Nils Pratley 

Is the Tesla board in charge of a public company or the Elon Musk fan club?

If Musk is awarded an astronomic $56bn pay award for a second time, it will amount to an astonishing lack of self-reflection
  
  

Elon Musk
Elon Musk. Photograph: Tingshu Wang/Reuters

One reasonable view of the great Elon Musk pay affair says Tesla shareholders should stick to their guns and approve the astronomic $56bn award for a second time, thereby sending a message to the interfering Delaware judge who cancelled the 2018 scheme that they’re quite capable of making up their own minds, thanks very much.

That, roughly speaking, is the stance of Baillie Gifford, a big investor in the electric vehicle company since the early days. “We agreed the remuneration package with Tesla back in 2018 because it introduced extremely stretching targets that would make a huge amount of money for shareholders if they were reached,” Tom Slater, manager of the FTSE 100 Scottish Mortgage Investment Trust, told the Financial Times last month. “Having agreed to that, we believe that it should be paid out.” Fair enough, the line has the virtue of consistency: we understood what we were voting for, and a deal’s a deal.
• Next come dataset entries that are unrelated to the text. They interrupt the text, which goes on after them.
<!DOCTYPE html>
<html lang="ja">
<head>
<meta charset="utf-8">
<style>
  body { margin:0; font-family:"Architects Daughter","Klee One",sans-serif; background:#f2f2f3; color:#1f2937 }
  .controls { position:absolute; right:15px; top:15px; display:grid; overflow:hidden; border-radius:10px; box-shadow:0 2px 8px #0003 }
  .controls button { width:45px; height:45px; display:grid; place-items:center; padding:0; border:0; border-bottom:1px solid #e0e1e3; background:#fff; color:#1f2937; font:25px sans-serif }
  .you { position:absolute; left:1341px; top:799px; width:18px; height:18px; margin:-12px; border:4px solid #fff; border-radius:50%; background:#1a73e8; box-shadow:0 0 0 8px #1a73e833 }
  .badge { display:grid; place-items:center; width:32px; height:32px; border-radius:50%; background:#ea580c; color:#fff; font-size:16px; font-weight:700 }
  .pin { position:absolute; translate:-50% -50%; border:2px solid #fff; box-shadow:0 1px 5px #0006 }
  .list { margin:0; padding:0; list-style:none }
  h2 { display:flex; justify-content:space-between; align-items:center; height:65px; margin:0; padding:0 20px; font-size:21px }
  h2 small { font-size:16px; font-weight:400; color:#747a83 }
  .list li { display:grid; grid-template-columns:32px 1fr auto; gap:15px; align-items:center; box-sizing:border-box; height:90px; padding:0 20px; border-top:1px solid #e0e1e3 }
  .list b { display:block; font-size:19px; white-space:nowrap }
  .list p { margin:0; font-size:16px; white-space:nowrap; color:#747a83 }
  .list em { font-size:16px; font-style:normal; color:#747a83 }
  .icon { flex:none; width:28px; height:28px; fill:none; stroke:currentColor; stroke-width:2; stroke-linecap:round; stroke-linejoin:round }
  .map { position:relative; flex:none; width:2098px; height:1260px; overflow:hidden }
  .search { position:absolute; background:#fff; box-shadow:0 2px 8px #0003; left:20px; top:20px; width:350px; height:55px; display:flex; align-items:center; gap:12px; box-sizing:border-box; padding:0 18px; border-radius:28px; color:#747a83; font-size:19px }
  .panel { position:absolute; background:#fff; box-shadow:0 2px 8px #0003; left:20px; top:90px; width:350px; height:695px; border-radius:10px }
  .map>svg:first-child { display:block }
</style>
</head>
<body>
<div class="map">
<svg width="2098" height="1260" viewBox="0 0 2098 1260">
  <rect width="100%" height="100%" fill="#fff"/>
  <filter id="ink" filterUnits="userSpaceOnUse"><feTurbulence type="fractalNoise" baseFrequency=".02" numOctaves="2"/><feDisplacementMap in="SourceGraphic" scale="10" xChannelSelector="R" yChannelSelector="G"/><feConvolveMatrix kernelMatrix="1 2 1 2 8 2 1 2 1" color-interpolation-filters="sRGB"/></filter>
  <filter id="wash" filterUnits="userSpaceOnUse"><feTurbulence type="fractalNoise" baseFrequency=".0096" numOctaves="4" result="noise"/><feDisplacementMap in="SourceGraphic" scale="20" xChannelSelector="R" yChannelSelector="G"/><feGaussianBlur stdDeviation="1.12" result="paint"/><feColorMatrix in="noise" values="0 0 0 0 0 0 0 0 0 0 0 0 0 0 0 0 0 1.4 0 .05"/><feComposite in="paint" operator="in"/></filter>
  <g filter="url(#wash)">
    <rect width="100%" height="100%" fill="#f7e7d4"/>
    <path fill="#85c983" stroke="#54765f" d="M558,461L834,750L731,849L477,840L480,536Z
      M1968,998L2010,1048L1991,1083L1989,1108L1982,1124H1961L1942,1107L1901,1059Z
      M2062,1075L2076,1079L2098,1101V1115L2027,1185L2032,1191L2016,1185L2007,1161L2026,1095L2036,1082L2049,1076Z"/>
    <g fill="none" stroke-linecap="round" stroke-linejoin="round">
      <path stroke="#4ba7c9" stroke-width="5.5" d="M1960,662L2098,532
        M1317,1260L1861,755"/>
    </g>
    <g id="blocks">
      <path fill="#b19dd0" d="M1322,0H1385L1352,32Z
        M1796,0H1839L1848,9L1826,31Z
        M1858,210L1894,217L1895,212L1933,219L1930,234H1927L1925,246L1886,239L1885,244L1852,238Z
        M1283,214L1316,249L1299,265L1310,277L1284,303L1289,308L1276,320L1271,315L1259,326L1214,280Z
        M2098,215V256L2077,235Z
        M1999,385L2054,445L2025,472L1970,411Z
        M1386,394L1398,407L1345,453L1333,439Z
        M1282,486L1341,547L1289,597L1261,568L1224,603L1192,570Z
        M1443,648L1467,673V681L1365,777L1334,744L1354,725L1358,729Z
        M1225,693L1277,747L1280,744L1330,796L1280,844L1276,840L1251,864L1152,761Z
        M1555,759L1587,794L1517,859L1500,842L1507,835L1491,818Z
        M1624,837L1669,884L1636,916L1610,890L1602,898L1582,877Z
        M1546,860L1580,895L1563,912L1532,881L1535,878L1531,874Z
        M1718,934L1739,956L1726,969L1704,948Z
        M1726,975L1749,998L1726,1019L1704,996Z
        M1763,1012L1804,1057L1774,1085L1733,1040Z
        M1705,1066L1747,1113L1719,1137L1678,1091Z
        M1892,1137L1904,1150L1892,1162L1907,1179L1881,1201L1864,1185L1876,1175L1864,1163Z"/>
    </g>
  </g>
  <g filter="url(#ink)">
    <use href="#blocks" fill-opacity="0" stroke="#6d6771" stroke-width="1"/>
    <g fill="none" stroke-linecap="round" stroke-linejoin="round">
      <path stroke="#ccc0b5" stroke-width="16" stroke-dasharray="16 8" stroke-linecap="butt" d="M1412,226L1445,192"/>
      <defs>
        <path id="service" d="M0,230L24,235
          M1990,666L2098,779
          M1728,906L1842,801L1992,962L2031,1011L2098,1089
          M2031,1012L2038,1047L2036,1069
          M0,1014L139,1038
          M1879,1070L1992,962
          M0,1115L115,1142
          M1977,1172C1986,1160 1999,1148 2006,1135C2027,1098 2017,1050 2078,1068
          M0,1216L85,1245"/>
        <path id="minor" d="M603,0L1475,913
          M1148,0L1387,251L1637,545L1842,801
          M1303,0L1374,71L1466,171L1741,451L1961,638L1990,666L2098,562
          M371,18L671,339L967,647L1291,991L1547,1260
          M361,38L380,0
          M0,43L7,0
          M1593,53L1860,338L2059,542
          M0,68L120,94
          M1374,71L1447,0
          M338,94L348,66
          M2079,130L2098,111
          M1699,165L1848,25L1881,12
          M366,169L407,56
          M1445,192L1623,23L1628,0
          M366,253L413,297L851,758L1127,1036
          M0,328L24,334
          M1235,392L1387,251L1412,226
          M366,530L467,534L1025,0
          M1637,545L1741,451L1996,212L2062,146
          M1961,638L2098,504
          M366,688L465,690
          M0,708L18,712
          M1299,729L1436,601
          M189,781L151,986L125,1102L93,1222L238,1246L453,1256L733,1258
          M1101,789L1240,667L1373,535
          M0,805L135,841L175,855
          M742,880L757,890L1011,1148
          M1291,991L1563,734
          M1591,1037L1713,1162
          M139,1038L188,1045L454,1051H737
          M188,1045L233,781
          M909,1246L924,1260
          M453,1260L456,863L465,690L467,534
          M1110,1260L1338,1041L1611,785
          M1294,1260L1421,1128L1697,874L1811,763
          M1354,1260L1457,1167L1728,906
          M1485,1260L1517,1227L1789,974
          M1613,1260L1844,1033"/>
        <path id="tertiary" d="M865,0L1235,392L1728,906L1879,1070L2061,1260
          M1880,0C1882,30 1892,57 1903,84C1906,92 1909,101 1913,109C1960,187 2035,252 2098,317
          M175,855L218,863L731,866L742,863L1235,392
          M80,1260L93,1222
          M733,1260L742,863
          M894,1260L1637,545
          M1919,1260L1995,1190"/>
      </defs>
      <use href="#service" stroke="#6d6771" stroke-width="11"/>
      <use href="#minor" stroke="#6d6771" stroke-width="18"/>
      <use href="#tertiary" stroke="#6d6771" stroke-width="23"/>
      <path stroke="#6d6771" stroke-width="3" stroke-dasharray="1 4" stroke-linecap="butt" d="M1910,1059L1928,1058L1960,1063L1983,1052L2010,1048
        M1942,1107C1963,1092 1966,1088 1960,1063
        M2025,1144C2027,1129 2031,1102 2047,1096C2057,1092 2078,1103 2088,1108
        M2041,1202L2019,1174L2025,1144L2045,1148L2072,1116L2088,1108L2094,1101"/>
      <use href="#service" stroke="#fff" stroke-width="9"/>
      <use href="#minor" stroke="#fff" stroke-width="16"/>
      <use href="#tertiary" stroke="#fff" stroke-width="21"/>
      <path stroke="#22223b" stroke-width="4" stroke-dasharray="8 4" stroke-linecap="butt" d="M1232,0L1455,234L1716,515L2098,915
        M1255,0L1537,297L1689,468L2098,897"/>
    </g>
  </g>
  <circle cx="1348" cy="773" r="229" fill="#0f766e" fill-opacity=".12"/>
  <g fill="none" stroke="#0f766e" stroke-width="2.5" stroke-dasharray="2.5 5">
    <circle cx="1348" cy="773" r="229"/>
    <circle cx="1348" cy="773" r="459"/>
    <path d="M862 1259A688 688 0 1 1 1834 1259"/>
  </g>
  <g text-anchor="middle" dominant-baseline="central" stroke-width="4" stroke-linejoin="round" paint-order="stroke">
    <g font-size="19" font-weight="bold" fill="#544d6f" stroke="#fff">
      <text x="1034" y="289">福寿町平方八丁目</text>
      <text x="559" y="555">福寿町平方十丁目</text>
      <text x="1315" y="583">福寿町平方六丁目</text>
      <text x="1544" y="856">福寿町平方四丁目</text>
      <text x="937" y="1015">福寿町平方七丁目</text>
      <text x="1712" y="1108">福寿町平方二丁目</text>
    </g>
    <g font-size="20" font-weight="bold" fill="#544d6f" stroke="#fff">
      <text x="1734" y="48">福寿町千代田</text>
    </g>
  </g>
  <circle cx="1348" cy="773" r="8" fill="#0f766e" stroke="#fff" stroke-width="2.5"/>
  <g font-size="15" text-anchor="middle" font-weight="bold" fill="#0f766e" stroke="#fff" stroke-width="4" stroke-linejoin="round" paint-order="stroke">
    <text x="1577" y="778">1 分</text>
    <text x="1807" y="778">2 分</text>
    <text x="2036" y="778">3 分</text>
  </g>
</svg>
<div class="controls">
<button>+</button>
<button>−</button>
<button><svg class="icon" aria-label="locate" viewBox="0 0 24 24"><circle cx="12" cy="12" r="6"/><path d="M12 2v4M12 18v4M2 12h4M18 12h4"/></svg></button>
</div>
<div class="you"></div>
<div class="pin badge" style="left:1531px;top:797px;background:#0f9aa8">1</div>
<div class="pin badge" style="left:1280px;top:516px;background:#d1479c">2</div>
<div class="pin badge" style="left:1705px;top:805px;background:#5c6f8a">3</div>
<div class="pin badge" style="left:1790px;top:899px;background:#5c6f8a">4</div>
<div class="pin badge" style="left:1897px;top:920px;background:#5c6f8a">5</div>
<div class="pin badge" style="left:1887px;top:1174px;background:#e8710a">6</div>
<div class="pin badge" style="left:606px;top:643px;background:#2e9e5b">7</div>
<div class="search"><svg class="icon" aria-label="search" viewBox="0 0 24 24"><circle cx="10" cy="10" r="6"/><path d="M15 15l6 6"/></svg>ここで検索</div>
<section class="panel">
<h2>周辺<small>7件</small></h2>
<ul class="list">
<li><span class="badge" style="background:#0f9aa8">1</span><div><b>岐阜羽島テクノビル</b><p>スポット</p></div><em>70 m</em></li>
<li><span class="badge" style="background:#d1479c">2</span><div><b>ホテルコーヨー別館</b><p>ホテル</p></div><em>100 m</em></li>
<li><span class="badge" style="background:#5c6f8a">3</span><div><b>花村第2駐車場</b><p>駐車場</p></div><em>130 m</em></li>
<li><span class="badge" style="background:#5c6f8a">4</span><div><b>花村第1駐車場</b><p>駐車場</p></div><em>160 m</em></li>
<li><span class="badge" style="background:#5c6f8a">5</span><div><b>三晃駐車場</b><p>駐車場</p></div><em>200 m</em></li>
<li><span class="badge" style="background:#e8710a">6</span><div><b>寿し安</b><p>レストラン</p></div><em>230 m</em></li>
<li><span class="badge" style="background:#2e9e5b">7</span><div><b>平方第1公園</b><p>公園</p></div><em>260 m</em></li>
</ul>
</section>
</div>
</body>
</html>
Equally, nobody can grumble that Norway’s sovereign wealth fund, coming from the opposite direction, will also vote on Thursday as it did in 2018. It opposed the scheme then, and sees no reason to change its view just because Tesla’s share price subsequently headed towards the moon, thereby triggering a maximum payout for Musk before the Delaware court stepped in.
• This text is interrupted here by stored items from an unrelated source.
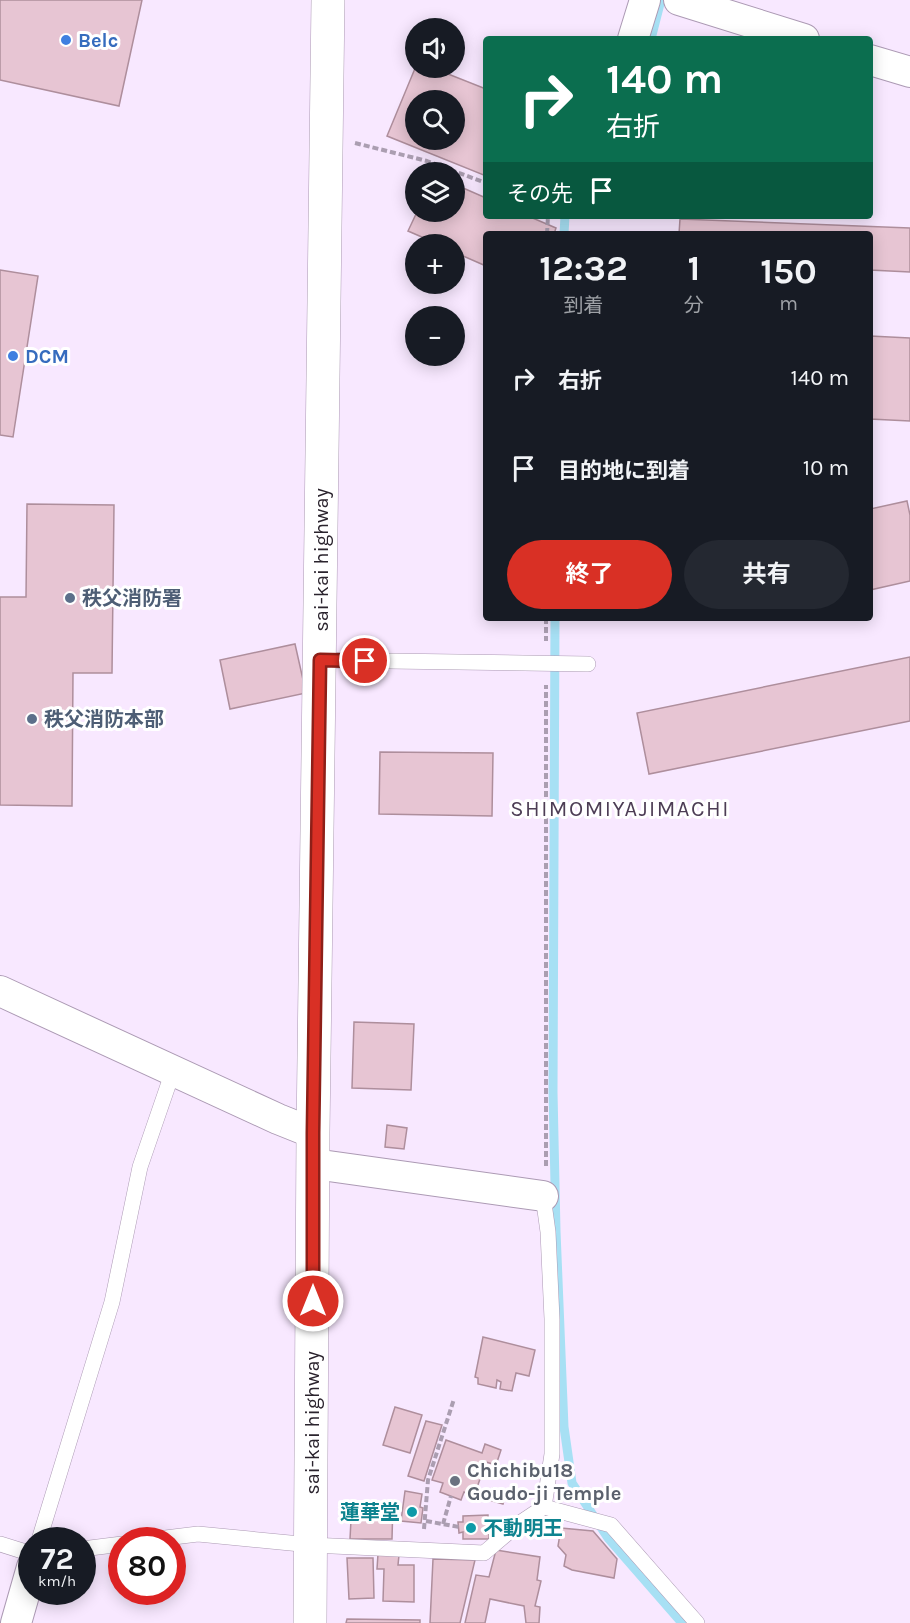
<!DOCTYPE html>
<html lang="ja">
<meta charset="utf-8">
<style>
:root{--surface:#171b24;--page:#242831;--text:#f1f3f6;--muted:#9ea1a6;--accent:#d93025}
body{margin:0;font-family:Karla,"Noto Sans JP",sans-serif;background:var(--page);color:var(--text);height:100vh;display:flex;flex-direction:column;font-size:22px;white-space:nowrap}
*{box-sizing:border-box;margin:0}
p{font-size:20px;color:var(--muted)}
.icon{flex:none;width:33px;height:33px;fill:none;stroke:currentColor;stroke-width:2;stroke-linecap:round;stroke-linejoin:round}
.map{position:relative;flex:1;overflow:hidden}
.details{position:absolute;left:483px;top:231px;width:390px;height:390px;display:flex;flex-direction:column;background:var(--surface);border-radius:6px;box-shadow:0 3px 15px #0003}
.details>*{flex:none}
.banner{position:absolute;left:483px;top:36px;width:390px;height:183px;border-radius:6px;box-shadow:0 3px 15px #0003;background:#0b6e4f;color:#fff;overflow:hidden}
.fabs{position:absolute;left:405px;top:18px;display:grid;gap:12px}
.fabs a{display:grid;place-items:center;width:60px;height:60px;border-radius:50%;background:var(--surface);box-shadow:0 3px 15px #0003;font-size:30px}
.speed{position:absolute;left:18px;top:1527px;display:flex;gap:12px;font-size:30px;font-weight:700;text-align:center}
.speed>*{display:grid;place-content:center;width:78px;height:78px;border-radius:50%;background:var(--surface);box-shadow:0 3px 15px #0003;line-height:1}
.speed small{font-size:15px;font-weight:400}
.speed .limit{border:9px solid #d22;background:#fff;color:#111}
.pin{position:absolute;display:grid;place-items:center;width:51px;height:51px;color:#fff;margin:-26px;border:3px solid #fff;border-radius:50%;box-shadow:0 2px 6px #0007}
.me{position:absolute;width:66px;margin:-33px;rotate:0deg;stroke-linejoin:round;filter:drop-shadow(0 0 4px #0008)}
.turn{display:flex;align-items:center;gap:21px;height:126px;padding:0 24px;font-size:27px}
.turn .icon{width:78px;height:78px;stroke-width:2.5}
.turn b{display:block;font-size:42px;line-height:51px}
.then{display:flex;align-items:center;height:57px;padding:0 24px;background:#0003;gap:12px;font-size:22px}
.eta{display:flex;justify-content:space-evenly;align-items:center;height:102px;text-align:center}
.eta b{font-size:36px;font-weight:700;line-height:42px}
.action{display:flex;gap:12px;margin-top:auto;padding:12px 24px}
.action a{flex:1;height:69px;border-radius:36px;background:var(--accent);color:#fff;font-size:24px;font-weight:700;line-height:69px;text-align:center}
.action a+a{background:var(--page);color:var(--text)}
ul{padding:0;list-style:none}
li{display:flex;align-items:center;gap:18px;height:90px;padding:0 24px}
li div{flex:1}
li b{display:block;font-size:22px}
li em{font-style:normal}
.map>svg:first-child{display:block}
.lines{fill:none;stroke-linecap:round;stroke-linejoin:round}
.stream{stroke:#a7e0f4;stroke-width:9}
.building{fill:#e7c5d3;stroke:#ae8e9c;stroke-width:1.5;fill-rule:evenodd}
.service-casing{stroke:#ac9ab4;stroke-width:16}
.minor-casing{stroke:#ac9ab4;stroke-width:32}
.trunk-casing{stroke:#ac9ab4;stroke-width:34}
.path{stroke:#ab9eb1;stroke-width:4;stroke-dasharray:6 3;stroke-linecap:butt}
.service{stroke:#fff;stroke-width:15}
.minor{stroke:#fff;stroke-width:30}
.trunk{stroke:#fff;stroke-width:33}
.route-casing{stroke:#8d1f18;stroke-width:15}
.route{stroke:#d93025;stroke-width:10}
.shop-dot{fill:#3f7fe0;stroke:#fff;stroke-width:2}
.service-dot{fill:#5c6f8a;stroke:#fff;stroke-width:2}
.worship-dot{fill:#6b7280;stroke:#fff;stroke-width:2}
.culture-dot{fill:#0f9aa8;stroke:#fff;stroke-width:2}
.labels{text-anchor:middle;stroke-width:6;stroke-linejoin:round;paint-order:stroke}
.shop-label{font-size:20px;font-weight:bold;fill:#366cbe;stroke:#fff;text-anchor:start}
.street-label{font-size:20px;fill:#2a232d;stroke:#fff}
.service-label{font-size:20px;font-weight:bold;fill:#4e5e75;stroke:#fff;text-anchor:start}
.worship-label{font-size:20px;font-weight:bold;fill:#5b616d;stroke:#fff;text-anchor:start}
.culture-label{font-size:20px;font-weight:bold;fill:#0d838f;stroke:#fff;text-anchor:end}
.quarter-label{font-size:22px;letter-spacing:1.5px;fill:#4d3d55;stroke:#fff}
</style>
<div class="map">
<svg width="910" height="1623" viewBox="0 0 910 1623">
<rect width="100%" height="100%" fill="#f8e8ff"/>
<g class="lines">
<g class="stream">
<polyline points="651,39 661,0"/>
<polyline points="564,234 565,216"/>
<polyline points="555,618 553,1092 556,1231 564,1427 572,1483 608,1538 682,1623"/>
</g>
</g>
<g class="building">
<polygon points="0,0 142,0 119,106 0,80"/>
<path d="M416 66 433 68 486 89V176L387 136ZM416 100H454V140H416Z"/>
<polygon points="454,184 486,198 486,216 528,216 556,228 554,234 486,234 486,266 454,252 454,244 438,244 408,231 417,212 454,212"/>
<polygon points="680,219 910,228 910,272 870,270 870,234 679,234"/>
<polygon points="0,270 38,276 13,437 0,435"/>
<polygon points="870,336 910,338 910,421 870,419"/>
<polygon points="907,501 910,515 910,581 870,590 870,509"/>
<polygon points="27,504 114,505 112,673 73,673 72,806 0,805 0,597 26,597"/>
<polygon points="295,644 306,693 230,709 220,660"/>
<polygon points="910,657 910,721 649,774 637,713"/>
<polygon points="380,752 493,753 492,816 379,814"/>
<polygon points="354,1022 414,1024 411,1090 352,1088"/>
<polygon points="387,1125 407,1128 404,1149 385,1147"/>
<polygon points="483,1337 535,1350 529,1376 516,1373 512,1391 500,1389 501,1382 497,1380 496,1388 478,1384 478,1378 475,1377"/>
<polygon points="395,1407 422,1415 410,1453 383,1445"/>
<polygon points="426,1421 442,1425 424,1481 408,1476"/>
<polygon points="446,1440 482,1453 485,1444 501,1450 496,1465 486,1462 474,1496 464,1492 461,1500 440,1492 443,1483 432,1480"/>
<polygon points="493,1488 506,1492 503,1504 489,1500"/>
<polygon points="405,1491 422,1494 420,1507 423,1508 421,1523 401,1521"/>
<polygon points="362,1501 393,1502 392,1539 350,1539 351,1520 355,1520 355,1505 362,1504"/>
<polygon points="488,1515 489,1539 463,1539 463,1532 459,1533 458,1522 463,1522 463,1516"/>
<polygon points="561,1528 593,1531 617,1559 614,1578 572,1570 564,1566 566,1555 558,1546"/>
<polygon points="496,1550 540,1557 537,1580 541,1581 535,1606 540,1607 539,1623 526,1623 524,1606 490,1599 485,1623 465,1623 476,1575 489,1577"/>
<polygon points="378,1554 399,1555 398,1565 414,1565 414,1602 383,1601 384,1569 377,1569"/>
<polygon points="347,1558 373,1558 374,1598 349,1599"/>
<polygon points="433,1559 475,1560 460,1623 430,1623"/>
<polygon points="347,1619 420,1620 420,1623 346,1623"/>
</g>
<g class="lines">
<g class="service-casing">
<g id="service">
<polyline points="320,660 588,664"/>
<polyline points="543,1196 548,1232 552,1319 552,1454 544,1507 611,1525 697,1623"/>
<polyline points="39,1540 112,1302 140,1167 173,1071"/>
<polyline points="149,1540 198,1534 311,1545 484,1553 517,1525 544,1507"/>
<polyline points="0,1544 32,1554"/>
<polyline points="82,1549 122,1544"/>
</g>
</g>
<g class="minor-casing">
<g id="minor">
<polyline points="679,0 804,39"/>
<polyline points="633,39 645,0"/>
<polyline points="870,60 910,72"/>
<polyline points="0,991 278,1119 313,1133"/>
<polyline points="314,1164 543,1196"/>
<polyline points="16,1623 32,1567"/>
</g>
</g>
<g class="trunk-casing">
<polyline id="trunk" points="310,1623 313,1133 328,0"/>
</g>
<g class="path">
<polyline points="355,143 427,161 486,183"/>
<polyline points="547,234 548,216"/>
<polyline points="546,618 546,641"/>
<polyline points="546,1166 546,685"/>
<polyline points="426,1521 459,1527"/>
<polyline points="443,1524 451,1496"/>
<polyline points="424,1529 428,1480 454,1399"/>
</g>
<use href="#service" class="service"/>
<use href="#minor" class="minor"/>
<use href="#trunk" class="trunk"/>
</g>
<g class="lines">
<g class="route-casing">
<polyline id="route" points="313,1301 313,1133 320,660 365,661"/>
</g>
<use href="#route" class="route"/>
</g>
<g class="shop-dot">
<circle cx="66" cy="40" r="6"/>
<circle cx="13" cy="356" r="6"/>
</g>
<g class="service-dot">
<circle cx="70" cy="598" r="6"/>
<circle cx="32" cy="719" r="6"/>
</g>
<circle class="worship-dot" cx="455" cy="1481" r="6"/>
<g class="culture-dot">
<circle cx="412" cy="1512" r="6"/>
<circle cx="471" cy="1528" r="6"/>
</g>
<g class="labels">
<g class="shop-label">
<text x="78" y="47">Belc</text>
<text x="25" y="363">DCM</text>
</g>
<g class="street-label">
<text transform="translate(321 560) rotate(-90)" y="7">sai-kai highway</text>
<text transform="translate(312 1423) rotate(-90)" y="7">sai-kai highway</text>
</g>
<g class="service-label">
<text x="82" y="605">秩父消防署</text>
<text x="44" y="726">秩父消防本部</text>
</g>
<g class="worship-label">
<text x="467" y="1477">Chichibu18<tspan x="467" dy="23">Goudo-ji Temple</tspan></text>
</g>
<g class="culture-label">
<text x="400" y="1519">蓮華堂</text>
<text x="483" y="1535" text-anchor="start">不動明王</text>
</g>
<g class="quarter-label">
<text x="620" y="816">SHIMOMIYAJIMACHI</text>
</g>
</g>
</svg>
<div class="fabs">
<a><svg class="icon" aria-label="sound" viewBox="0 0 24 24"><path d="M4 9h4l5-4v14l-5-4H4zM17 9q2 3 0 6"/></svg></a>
<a><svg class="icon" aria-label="search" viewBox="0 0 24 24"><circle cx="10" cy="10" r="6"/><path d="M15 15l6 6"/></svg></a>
<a><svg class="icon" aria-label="layers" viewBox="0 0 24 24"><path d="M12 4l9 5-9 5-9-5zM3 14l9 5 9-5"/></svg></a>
<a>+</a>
<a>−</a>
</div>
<div class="speed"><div>72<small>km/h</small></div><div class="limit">80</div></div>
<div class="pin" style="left:365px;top:661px;background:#d93025"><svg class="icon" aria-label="arrive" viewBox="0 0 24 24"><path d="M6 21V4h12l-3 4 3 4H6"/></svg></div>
<svg class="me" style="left:313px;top:1301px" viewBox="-20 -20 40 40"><circle r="17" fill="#d93025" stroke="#fff" stroke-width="3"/><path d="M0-11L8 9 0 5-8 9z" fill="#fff"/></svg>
<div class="banner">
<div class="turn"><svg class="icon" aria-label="right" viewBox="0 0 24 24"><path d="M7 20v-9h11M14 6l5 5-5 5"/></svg><div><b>140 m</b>右折</div></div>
<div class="then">その先<svg class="icon" aria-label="arrive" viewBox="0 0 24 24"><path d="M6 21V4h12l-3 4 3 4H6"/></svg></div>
</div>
<section class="details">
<div class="eta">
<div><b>12:32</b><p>到着</p></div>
<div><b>1</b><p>分</p></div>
<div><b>150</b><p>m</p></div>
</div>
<ul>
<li><svg class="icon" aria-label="right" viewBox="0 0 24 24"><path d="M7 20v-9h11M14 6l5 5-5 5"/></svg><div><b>右折</b></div><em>140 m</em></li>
<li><svg class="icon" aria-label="arrive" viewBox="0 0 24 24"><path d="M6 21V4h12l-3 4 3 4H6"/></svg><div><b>目的地に到着</b></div><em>10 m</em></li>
</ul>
<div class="action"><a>終了</a><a>共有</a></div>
</section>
</div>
Thus the re-ratification vote will probably deliver an outcome similar to the original 73% majority in favour. The shareholder register will have evolved over the years but not markedly. If anything, retail investors, who account for almost 40% of the stock, sound even more infatuated with Musk these days. And, if a majority is indeed secured, that should be the end of the matter; there should be no need for another trip to court.

But before this saga slips out of the headlines, there is the small matter of what the Delaware judge, Kathaleen McCormick, actually said in her 200-page judgment in January. Read the whole thing and the board of Tesla in 2018 comes across as a collection of patsies who were so in thrall to the boss that they were incapable of running even a semi-robust process for setting his incentives.

Nobody disputes that Tesla’s share price had to perform a minor miracle to deliver Musk’s prize in full: from a valuation of $50bn-ish, the requirement was to get above $650bn by 2028 (which actually happened in just three years). Rather, the problem was the people Tesla put in charge of negotiating with Musk to determine a fair jackpot.

As the judge noted, Ira Ehrenpreis, the lead director, had a 15-year business relationship with Musk. Another member of the working group, Antonio Gracias, went on holiday with Musk’s family. A third was Todd Maron, Musk’s former divorce attorney and the company’s general counsel, “whose admiration for Musk moved him to tears during his deposition”. McCormick concluded that the process behind the award was “deeply flawed” and the terms “not entirely fair” to all shareholders: in essence, Musk said what he wanted and received minimal push-back.

In theory, Tesla’s board had a few strong cards to play. At the time, Musk owned just over a fifth of Tesla shares (this was before he sold a chunk to fund his Twitter folly) and so should not have lacked motivation to pursue the goal of “transformative” growth. Every $50bn increase in Tesla’s market value would still be worth $10bn to him even without the scheme. That negotiating point seems to have been ignored.

None of the judge’s criticisms about the process have been adequately addressed by the company. Chair Robyn Denholm, who took the reins in late-2018, says the board “stands behind this package” and feels vindicated by events. For good measure, it has adopted Musk’s idea of shifting Tesla’s state of incorporation to Texas.

Would the supposedly independent directors roll over so meekly if Musk were to ask for another big slug of shares to keep him concentrated on Tesla rather than his privately controlled companies? One suspects they would.

It is why, even as one can accept that deals should be honoured, including obviously excessive ones, the lack of self-reflection in Tesla’s boardroom is astonishing. Learn the lesson of this saga: this is a listed company and the job involves more than being a cheerleader in the Elon Musk fan club.